Maybe I have messed too much around in the configuration files..

[emislivec]

However I can't get it to notify the above output in an email.

Are you able to get any of that output in a notification? You should see the first line with the default notification commands in Core.

To get the rest, you will need to use the LONGHOSTOUTPUT and LONGSERVICEOUTPUT macros in your notification command. HOSTOUTPUT/SERVICEOUTPUT will only contain the first line.

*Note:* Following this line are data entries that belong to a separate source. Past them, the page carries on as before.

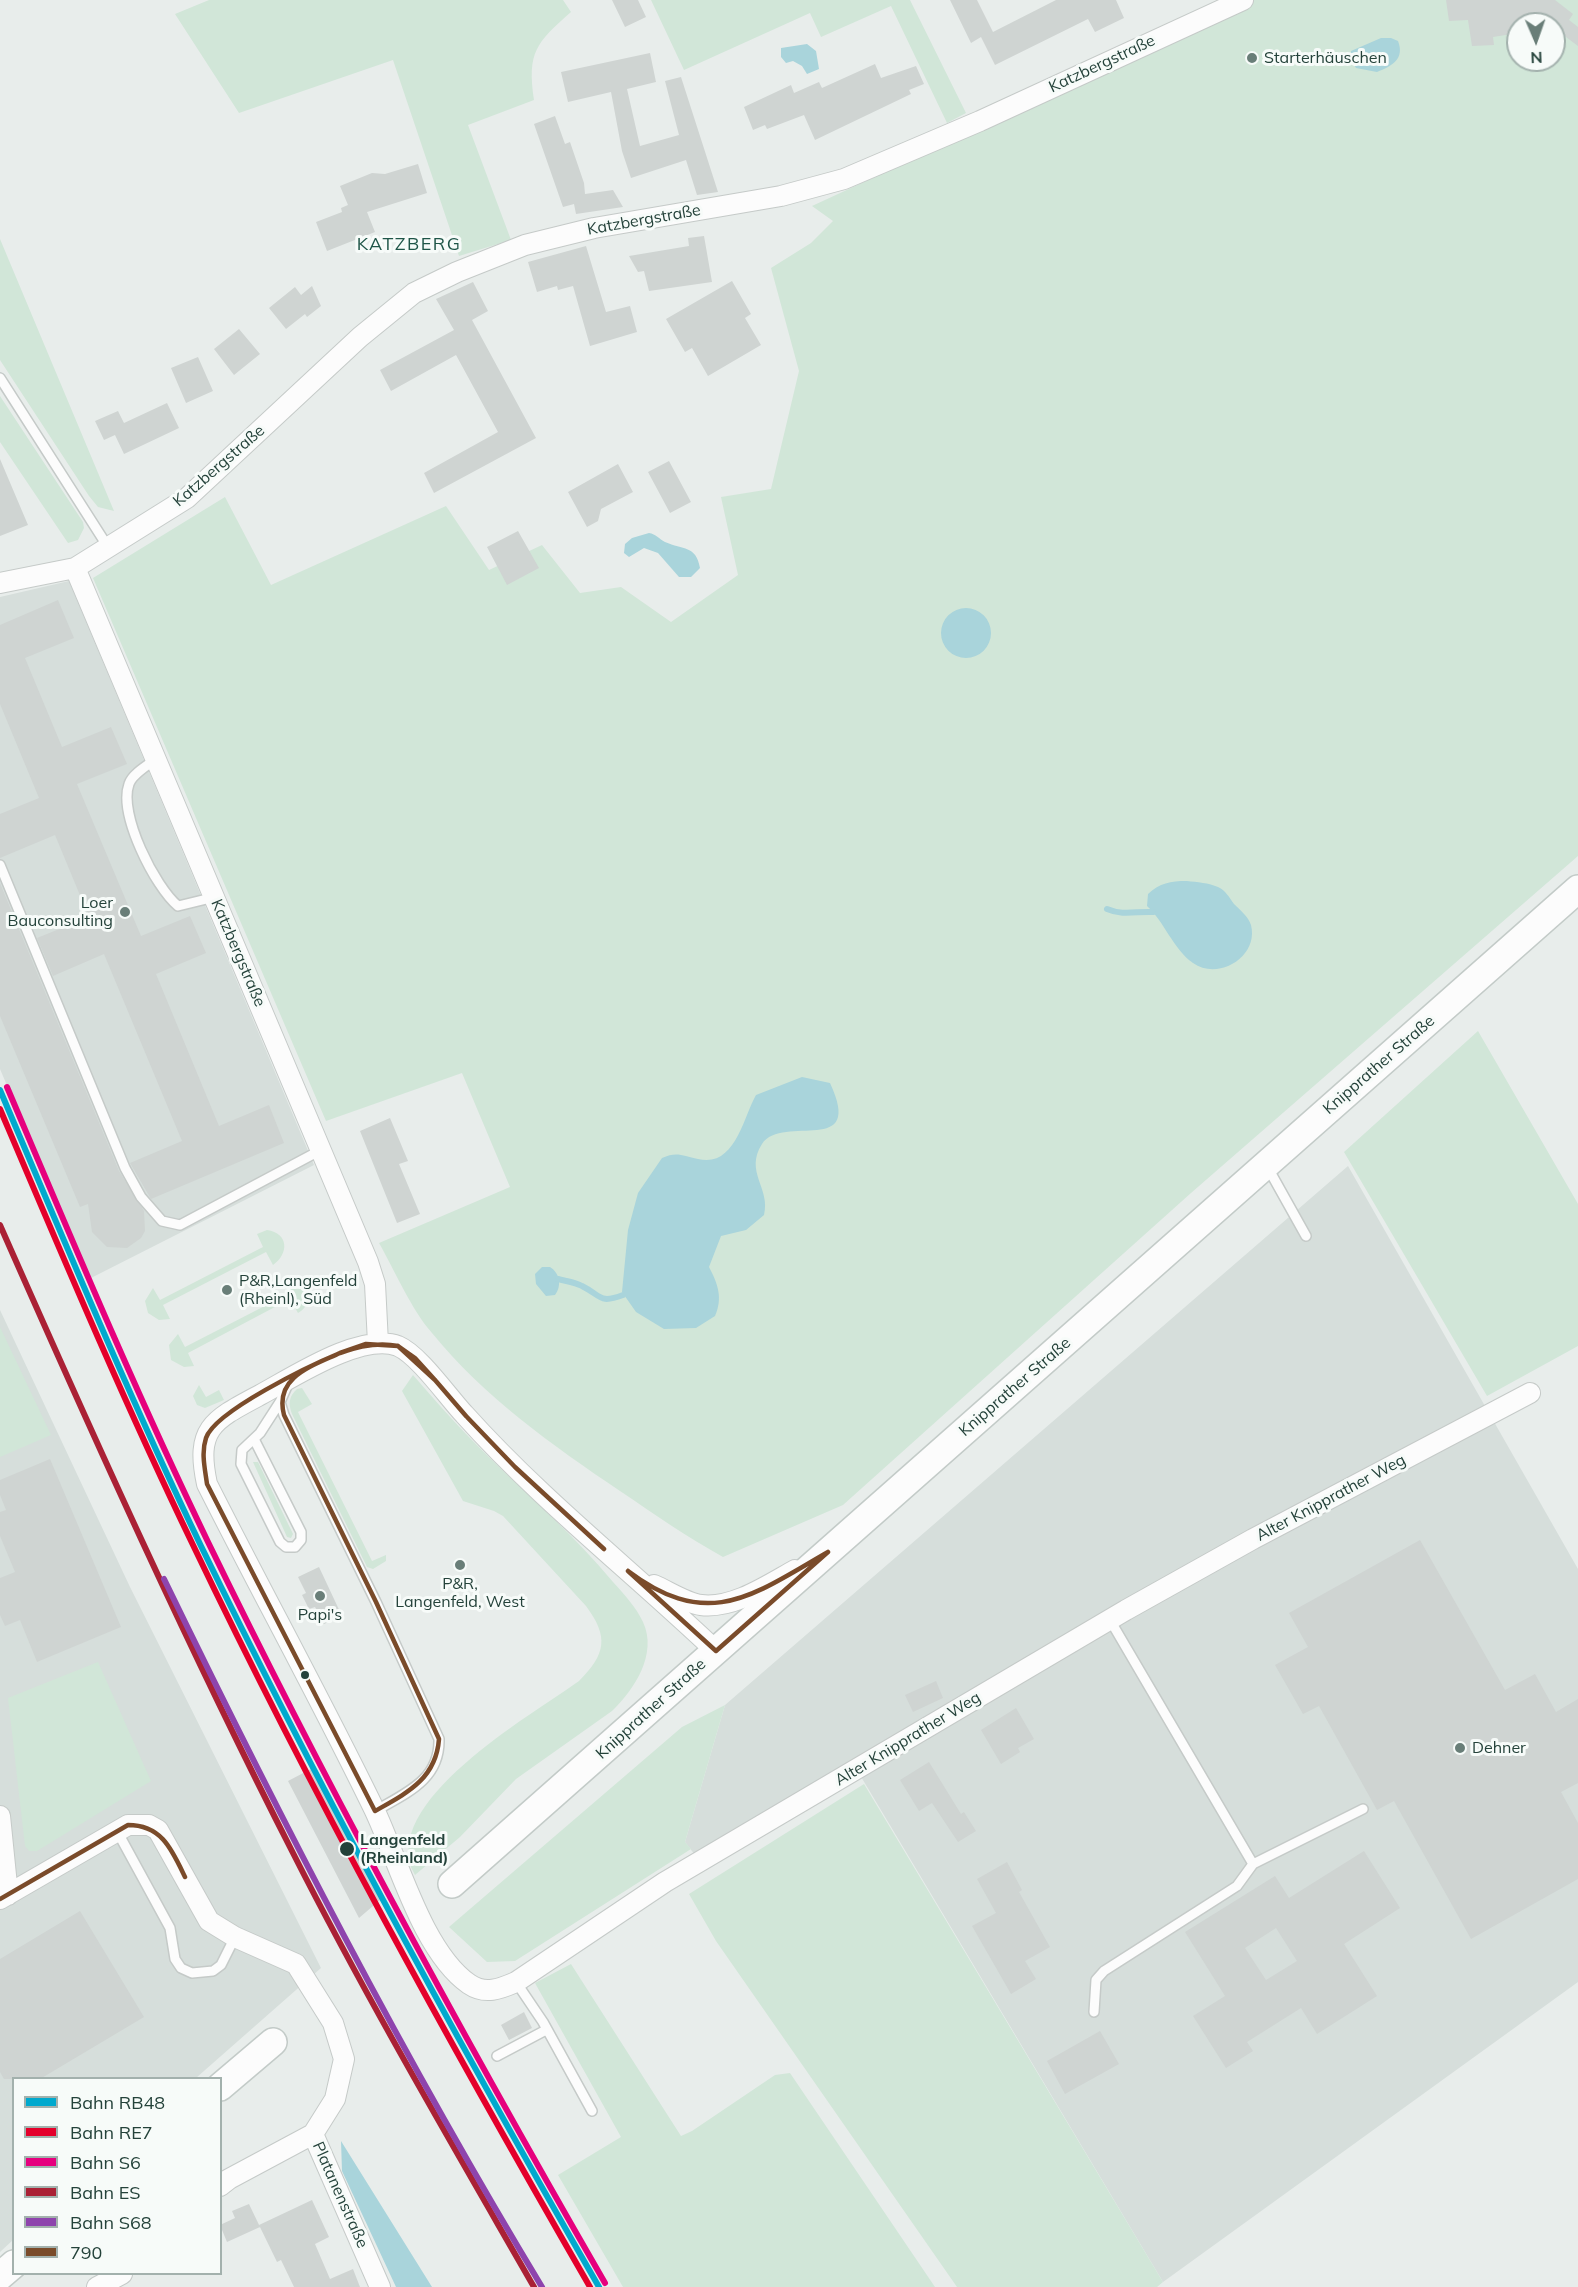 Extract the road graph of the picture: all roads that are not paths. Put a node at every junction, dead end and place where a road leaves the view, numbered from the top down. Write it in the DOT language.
graph roads {
  1 [pos="1243,0"];
  2 [pos="0,378"];
  3 [pos="108,547"];
  4 [pos="75,568"];
  5 [pos="0,584"];
  6 [pos="156,759"];
  7 [pos="0,865"];
  8 [pos="1578,890"];
  9 [pos="214,897"];
  10 [pos="322,1150"];
  11 [pos="1266,1165"];
  12 [pos="1306,1236"];
  13 [pos="378,1343"];
  14 [pos="293,1377"];
  15 [pos="1530,1393"];
  16 [pos="280,1402"];
  17 [pos="254,1439"];
  18 [pos="828,1552"];
  19 [pos="637,1578"];
  20 [pos="1110,1620"];
  21 [pos="716,1651"];
  22 [pos="1363,1809"];
  23 [pos="375,1811"];
  24 [pos="0,1816"];
  25 [pos="117,1830"];
  26 [pos="1253,1864"];
  27 [pos="452,1884"];
  28 [pos="4,1897"];
  29 [pos="235,1937"];
  30 [pos="516,1982"];
  31 [pos="1094,2012"];
  32 [pos="546,2030"];
  33 [pos="273,2042"];
  34 [pos="497,2056"];
  35 [pos="222,2085"];
  36 [pos="592,2111"];
  37 [pos="313,2134"];
  38 [pos="222,2184"];
  39 [pos="12,2266"];
  40 [pos="0,2276"];
  41 [pos="120,2280"];
  42 [pos="97,2287"];
  43 [pos="381,2287"];
  1 -- 3 [label="street, Katzbergstraße"];
  2 -- 3 [label="lane"];
  3 -- 4 [label="street, Katzbergstraße"];
  4 -- 5 [label="street, Katzbergstraße"];
  4 -- 6 [label="street, Katzbergstraße"];
  6 -- 9 [label="street, Katzbergstraße"];
  6 -- 9 [label="lane"];
  7 -- 10 [label="lane"];
  8 -- 11 [label="main road, Knipprather Straße"];
  9 -- 10 [label="street, Katzbergstraße"];
  10 -- 13 [label="street, Katzbergstraße"];
  11 -- 12 [label="lane"];
  11 -- 18 [label="main road, Knipprather Straße"];
  13 -- 14 [label="street"];
  13 -- 19 [label="street"];
  14 -- 16 [label="lane"];
  14 -- 23 [label="street"];
  15 -- 20 [label="street, Alter Knipprather Weg"];
  16 -- 17 [label="lane"];
  16 -- 23 [label="lane"];
  17 -- 17 [label="lane"];
  18 -- 19 [label="street"];
  18 -- 21 [label="main road, Knipprather Straße"];
  19 -- 21 [label="street"];
  20 -- 26 [label="lane"];
  20 -- 30 [label="street, Alter Knipprather Weg"];
  21 -- 27 [label="main road, Knipprather Straße"];
  22 -- 26 [label="lane"];
  23 -- 30 [label="street, Alter Knipprather Weg"];
  24 -- 28 [label="street"];
  25 -- 28 [label="street"];
  25 -- 29 [label="street"];
  25 -- 29 [label="lane"];
  26 -- 31 [label="lane"];
  29 -- 37 [label="street"];
  30 -- 32 [label="lane"];
  32 -- 34 [label="lane"];
  32 -- 36 [label="lane"];
  33 -- 35 [label="main road"];
  37 -- 38 [label="street, Platanenstraße"];
  37 -- 43 [label="street, Platanenstraße"];
  39 -- 40 [label="main road"];
  41 -- 42 [label="street"];
} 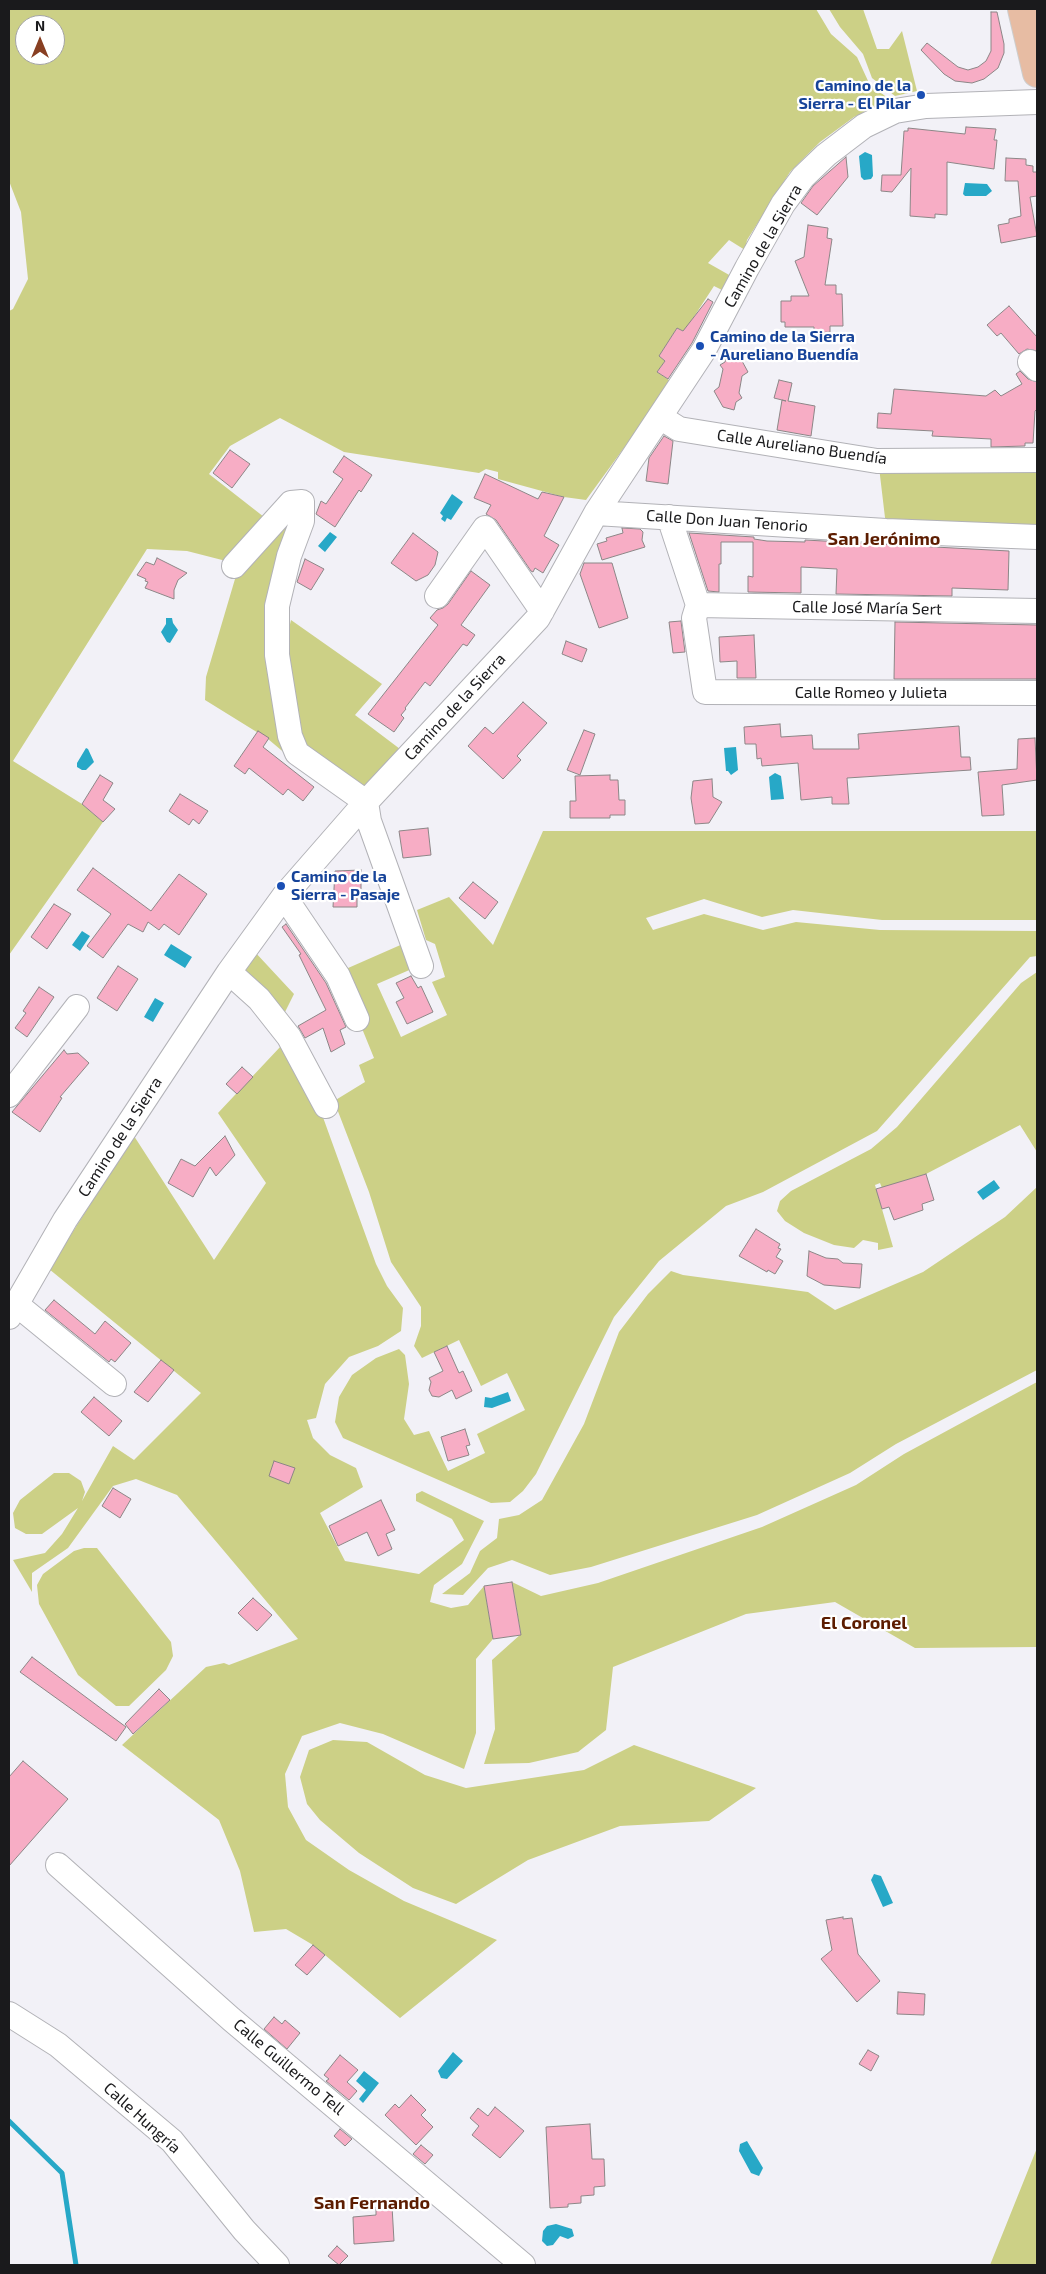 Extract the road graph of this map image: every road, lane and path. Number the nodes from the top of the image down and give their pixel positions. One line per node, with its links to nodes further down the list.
1 (1022, 9): 2 (main road)
2 (1037, 73)
3 (1037, 102): 4 (street, Camino de la Sierra)
4 (660, 417): 5 (street, Calle Aureliano Buendía); 6 (street, Camino de la Sierra)
5 (1037, 460)
6 (596, 513): 7 (street, Calle Don Juan Tenorio); 12 (street, Camino de la Sierra)
7 (669, 517): 8 (street, Calle Don Juan Tenorio); 11 (street)
8 (1037, 536)
9 (234, 566): 15 (street)
10 (437, 596): 12 (street)
11 (698, 605): 13 (street, Calle José María Sert); 14 (street, Calle Romeo y Julieta)
12 (542, 611): 15 (street, Camino de la Sierra)
13 (1037, 611)
14 (1037, 693)
15 (366, 802): 16 (street, Camino de la Sierra); 17 (street)
16 (284, 896): 18 (street, Camino de la Sierra); 20 (street)
17 (421, 966)
18 (229, 972): 22 (street); 23 (street, Camino de la Sierra)
19 (77, 1007): 21 (street)
20 (357, 1019)
21 (9, 1095)
22 (326, 1106)
23 (12, 1310): 24 (street, Camino de la Sierra)
24 (114, 1384)
25 (58, 1865): 28 (street, Calle Guillermo Tell)
26 (9, 2014): 27 (street, Calle Hungría)
27 (277, 2265)
28 (523, 2265)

If you want, you can move the check_ping output to the first line before the traceroute like so:

Code: Select all

PING CRITICAL - Packet loss = 100%|rta=5000.000000ms;3000.000000;5000.000000;0.000000 pl=100%;80;100;0
traceroute to 8.8.8.9 (8.8.8.9), 8 hops max, 60 byte packets
1 172.16.16.1 (172.16.16.1) 0.611 ms 0.741 ms 0.883 ms
2 94.18.233.161 (94.18.233.161) 13.792 ms 13.813 ms 13.810 ms
...

This will make it the output look more like check_ping, and you have the check_ping output in the short output, and the traceroute as the long output.

[eloyd]

Box was on track with the event handler. SO MUCH EASIER this way. You could even do it with a special contact who's notification method is a script that does the traceroute and emails it.

[Box293]

I was looking at something similar just yesterday in relation to traceroute.

I believe you need two entries in sudoers:

NAGIOSXI ALL = NOPASSWD:/bin/traceroute
NAGIOSXI ALL = NOPASSWD:/bin/su

I found that when testing the traceroute command as the nagios user, -I gave this message:

su nagios
/bin/traceroute -I some.domain.com

The specified type of tracerouting is allowed for superuser only


Try running the wrapper script as the user nagios as this is the account core is running as.
su nagios

[trazzdk]

Thank you all for your replies.

I think, when I have time to look into this again, I will try to go for the event handler solution

[eloyd]

Edit: My spacing is off on my example script, but you get the idea.

Okay, so here's what I would do.

Event handlers are great, but you have to take into account which execution pass, whether it's hard or soft, and the state to take action. That's fine, but you can also do it with a custom notification command.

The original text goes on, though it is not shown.